Short-video sharing platform TikTok's rating on Google app store has been dropping, thanks to an internet war between the content creators of it and YouTube. The rating has nosedived from four to 1.1.
A rating below 3.5 would lead to an app losing on visibility and credibility. It will also affect future downloads.
Yet, when it comes to brands, experts do not think there will be an impact due to the ongoing controversy around TikTok.
First, let’s find out what is the controversy all about.
The internet war started when one of the TikTok users accused YouTubers of plagiarism due to which TikTok influencers were losing out on brand endorsements.
In response to this, one of the famous Youtuber CarryMinati roasted TikTokers for the kind of content they create.

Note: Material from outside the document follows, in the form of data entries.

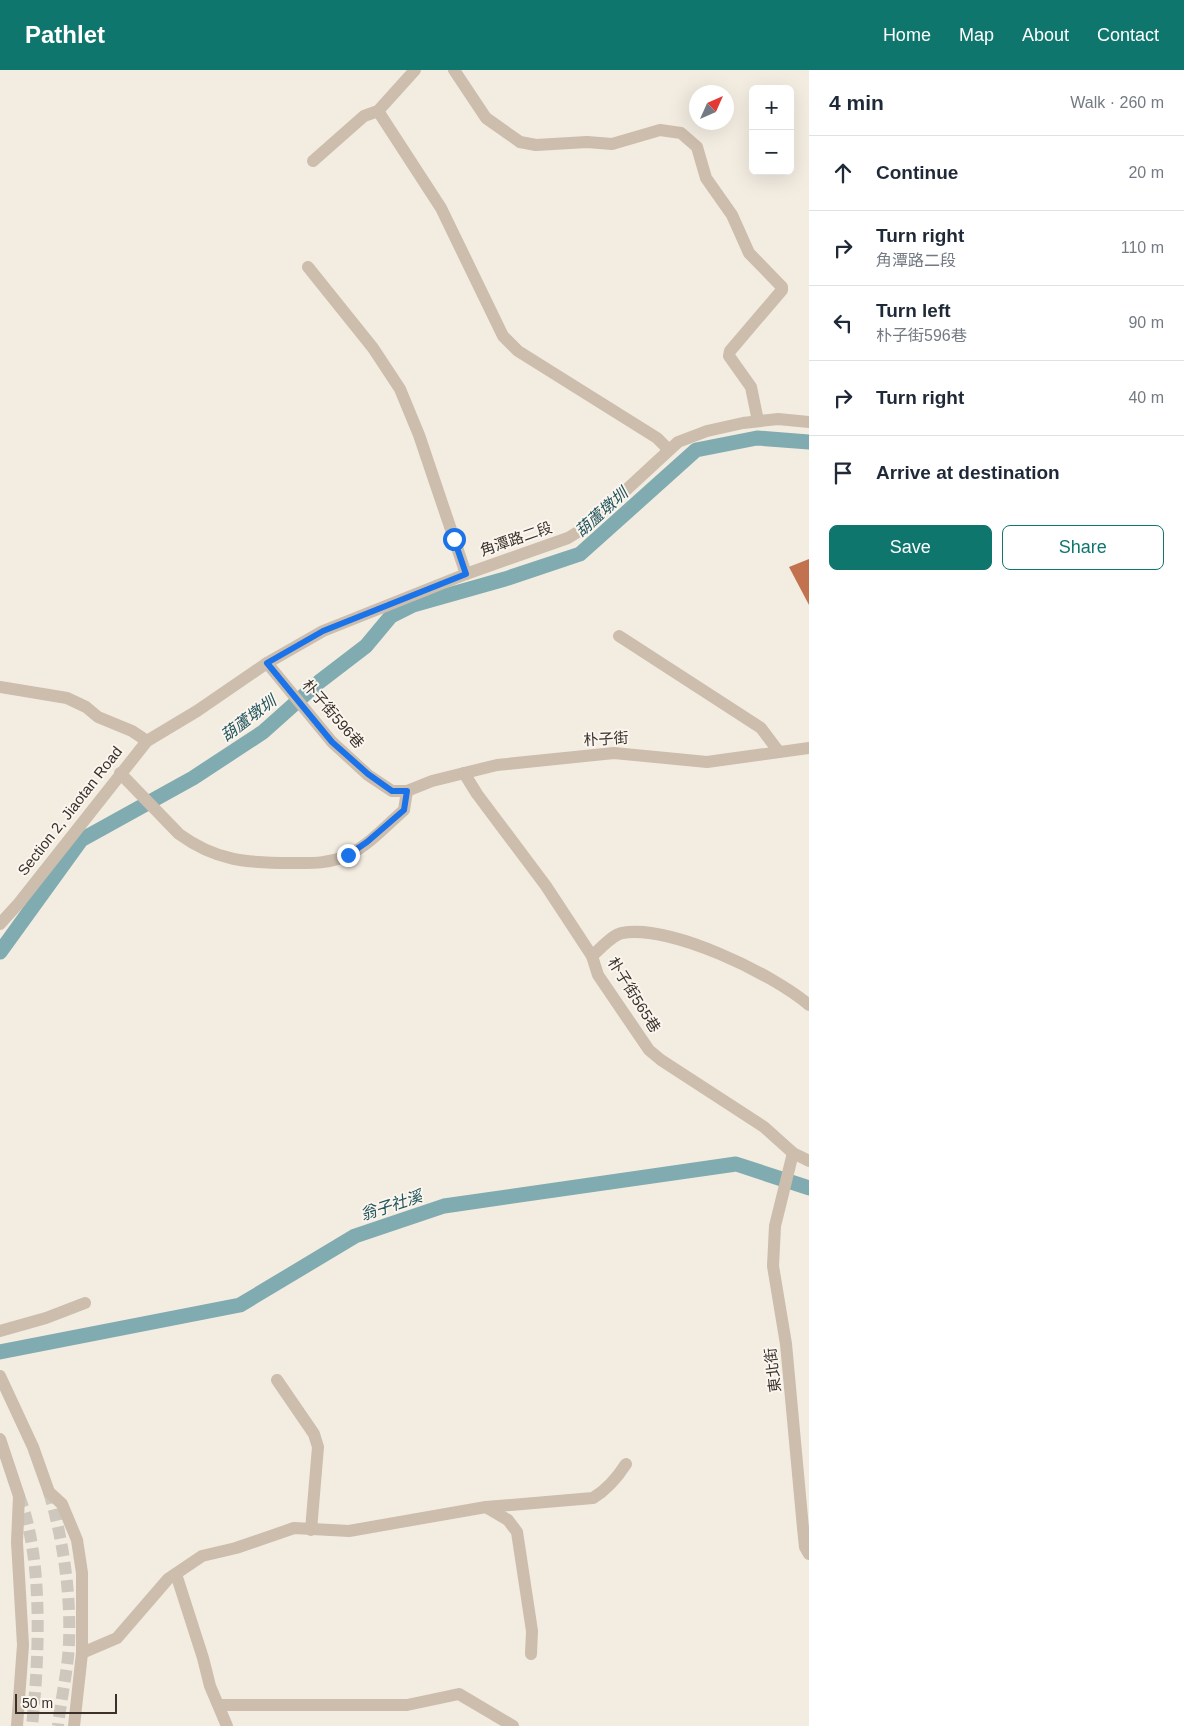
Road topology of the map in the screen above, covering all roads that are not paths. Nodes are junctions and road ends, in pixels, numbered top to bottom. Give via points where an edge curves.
1 (415, 70) edge
2 (454, 70) edge
3 (378, 111) junction
4 (313, 161) dead end
5 (308, 267) dead end
6 (758, 422) junction
7 (809, 422) edge
8 (668, 450) junction
9 (466, 574) junction
10 (619, 636) dead end
11 (267, 663) junction
12 (0, 687) edge
13 (147, 741) junction
14 (809, 748) edge
15 (779, 752) junction
16 (120, 773) junction
17 (464, 773) junction
18 (407, 791) junction
19 (0, 924) edge
20 (592, 956) junction
21 (809, 1005) edge
22 (791, 1157) junction
23 (809, 1161) edge
24 (85, 1303) dead end
25 (0, 1331) edge
26 (0, 1376) edge
27 (277, 1380) dead end
28 (3, 1444) edge
29 (626, 1464) dead end
30 (486, 1507) junction
31 (311, 1530) junction
32 (809, 1554) edge
33 (176, 1574) junction
34 (82, 1653) junction
35 (530, 1654) dead end
36 (219, 1705) junction
37 (17, 1726) edge
38 (74, 1726) edge
39 (227, 1726) edge
40 (514, 1726) edge

1 - 3 street
2 - 6 street via 486,118 520,142 536,145 612,144 670,130 681,133 697,147 706,178 732,215 749,253 782,287 729,356 751,386
3 - 4 street via 364,116
3 - 8 street via 442,208 503,336 518,351 657,438
5 - 9 street via 373,348 400,389
6 - 7 street, 角潭路二段 via 778,419
6 - 8 street, 角潭路二段 via 707,431 678,442
8 - 9 street, 角潭路二段 via 577,532 556,543
9 - 11 street, 角潭路二段 via 323,631
10 - 15 street via 761,728
11 - 13 street, 角潭路二段
11 - 18 street, 朴子街596巷 via 332,742 392,791
12 - 13 street via 67,698
13 - 16 street, Section 2, Jiaotan Road
14 - 15 street, 朴子街
15 - 17 street, 朴子街 via 707,762 614,753 497,765
16 - 18 street via 189,842 225,858 252,863 321,863 348,855 404,810
16 - 19 street, Section 2, Jiaotan Road
17 - 18 street, 朴子街
17 - 20 street, 朴子街565巷
20 - 21 street via 620,934 641,931 692,944 738,961
20 - 22 street, 朴子街565巷 via 598,975 649,1050 764,1127
22 - 23 street, 朴子街565巷
22 - 32 street, 東北街 via 775,1226 773,1266 786,1344 805,1547
24 - 25 street
26 - 34 street via 49,1492 62,1504 77,1540 82,1573
27 - 31 street via 314,1434 318,1447
28 - 37 street via 19,1496 17,1542 23,1645
29 - 30 street via 604,1492 593,1498
30 - 31 street via 349,1532
30 - 35 street via 508,1520 517,1532 532,1631
31 - 33 street via 294,1528 202,1556
33 - 34 street via 117,1638
33 - 36 street via 210,1686
34 - 38 street
36 - 39 street
36 - 40 street via 406,1705 459,1694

And since then, CarryMinati’s fans have started trends against TikTok like #BanTikTokInIndia and #TikTokexposed. YouTube had taken off CarryMinati’s video.
While the app’s rating is falling due to the controversy, will brands avoid TikTok?
“I don't believe the brands will shy away immediately from TikTok. There are many great creators of TikTok who make valuable and entertaining content. Few brands might put a double-check with content guidelines and experiments but those who are already with a thoughtful strategy will continue to invest in the platform,” said Amit Mondal, Founder, Pulpkey, a creative and technology-backed influencer marketing company in India.
Ashutosh Harbola, CEO and Co-Founder, Buzzoka also shared similar sentiments.
“Tiktok has become very important for brands because they see product sales across categories and across markets especially tier II, III markets are very important for brands. Cola brands which are among the biggest endorses in the world are also on TikTok. Hence, I don't there will be any impact when it comes to brands; probably a gap of 10-15 days but they will be back on TikTok,” he said.
While TikTok is important for brands, Prashant Sharma, CMO, NoFiltr thinks that brands should at least go for hygiene checks before connecting with an influencer for marketing.
“Brands give out the basic requirement to agencies for influencers. Here the agencies that connect influencers with brands have to be more responsible when it comes to selecting an influencer. Sometimes to cut down cost, agencies tend to give out influencers for cheap and who are not relevant to the brand,” he said.
Mondal concurs. “Brands will be spending more time on researching an influencer's existing content and audience demographics on TikTok before locking them for a campaign.”
Sharma suggested one other thing that brands can do while planning marketing strategies on TikTok.
“On YouTube, the creators get the freedom to do what they want to do with the collaboration. Going forward what would be a good move by brands is to let influencers on TikTok control the narrative of the campaign,” he said.
He also added that in the current scenario when marketing spends have taken a hit due to coronavirus, Instagram and TikTok are doing the same amount of collaboration with brands. However, the collaboration is relatively lower on YouTube, he added.
“I am expecting brands to start increasing collaborations from now on as there is some relaxation and companies will start production. I do see TikTok getting the majority share of all the brands coming back,” he said.